Into Wednesday night, another complex of thunderstorms is expected to stretch from the eastern part of the Dakotas and western Minnesota to Arkansas.

Static Wednesday Severe 3 pm

The greatest risk of storms with damaging winds and the risk of a few isolated tornadoes is projected to extend from southeastern South Dakota to east-central Nebraska and western Iowa into Wednesday night.

On Thursday, the risk of drenching and locally severe thunderstorms is forecast to shift a bit farther to the east.

Static Thursday Severe 3 pm

While storms with drenching downpours will extend form North Dakota to southern Missouri and central Illinois, the greatest risk of storms with damaging winds, and isolated tornadoes will extend across central and eastern Iowa to northwestern Illinois and northeastern Missouri.

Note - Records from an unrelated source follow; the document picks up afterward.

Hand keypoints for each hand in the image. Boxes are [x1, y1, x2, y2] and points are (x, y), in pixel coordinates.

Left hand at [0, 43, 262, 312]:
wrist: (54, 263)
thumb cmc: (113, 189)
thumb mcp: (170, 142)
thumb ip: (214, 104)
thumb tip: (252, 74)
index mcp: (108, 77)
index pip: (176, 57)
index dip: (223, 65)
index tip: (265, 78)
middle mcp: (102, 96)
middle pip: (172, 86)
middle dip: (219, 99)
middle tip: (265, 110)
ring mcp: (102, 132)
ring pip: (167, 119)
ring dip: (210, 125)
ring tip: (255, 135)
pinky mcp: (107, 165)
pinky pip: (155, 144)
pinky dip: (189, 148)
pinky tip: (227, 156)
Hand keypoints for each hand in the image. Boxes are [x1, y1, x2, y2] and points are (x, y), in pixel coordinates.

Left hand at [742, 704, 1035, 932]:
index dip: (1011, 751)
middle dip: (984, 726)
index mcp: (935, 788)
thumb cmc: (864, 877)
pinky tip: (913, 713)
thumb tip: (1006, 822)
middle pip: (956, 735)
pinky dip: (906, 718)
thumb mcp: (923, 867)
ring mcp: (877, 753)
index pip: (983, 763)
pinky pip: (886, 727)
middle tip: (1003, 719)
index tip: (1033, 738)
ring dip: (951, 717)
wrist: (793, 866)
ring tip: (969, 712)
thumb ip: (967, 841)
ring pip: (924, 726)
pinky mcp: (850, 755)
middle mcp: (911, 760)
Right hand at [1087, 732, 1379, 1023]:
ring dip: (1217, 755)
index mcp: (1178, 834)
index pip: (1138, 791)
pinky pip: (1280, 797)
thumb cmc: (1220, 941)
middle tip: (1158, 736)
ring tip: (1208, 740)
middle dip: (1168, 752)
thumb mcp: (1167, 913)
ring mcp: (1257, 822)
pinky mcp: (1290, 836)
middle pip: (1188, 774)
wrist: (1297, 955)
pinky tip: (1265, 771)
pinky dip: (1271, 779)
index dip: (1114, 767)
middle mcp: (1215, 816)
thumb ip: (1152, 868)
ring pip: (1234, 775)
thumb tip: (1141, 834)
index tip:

From 7 p.m. to 10 p.m. CDT Monday, 1.72 inches of rain fell on Valentine, Nebraska. A few hours later, 1.82 inches of rain fell on Russell, Kansas, during a four-hour period early Tuesday morning.

Portions of southwestern Nebraska and northwestern Kansas received more than 2 inches of rain from the storms Monday night into Tuesday morning.

The storms will generally move along the boundary between cool and dry air in the Midwest and blistering hot and humid air over the southern Plains.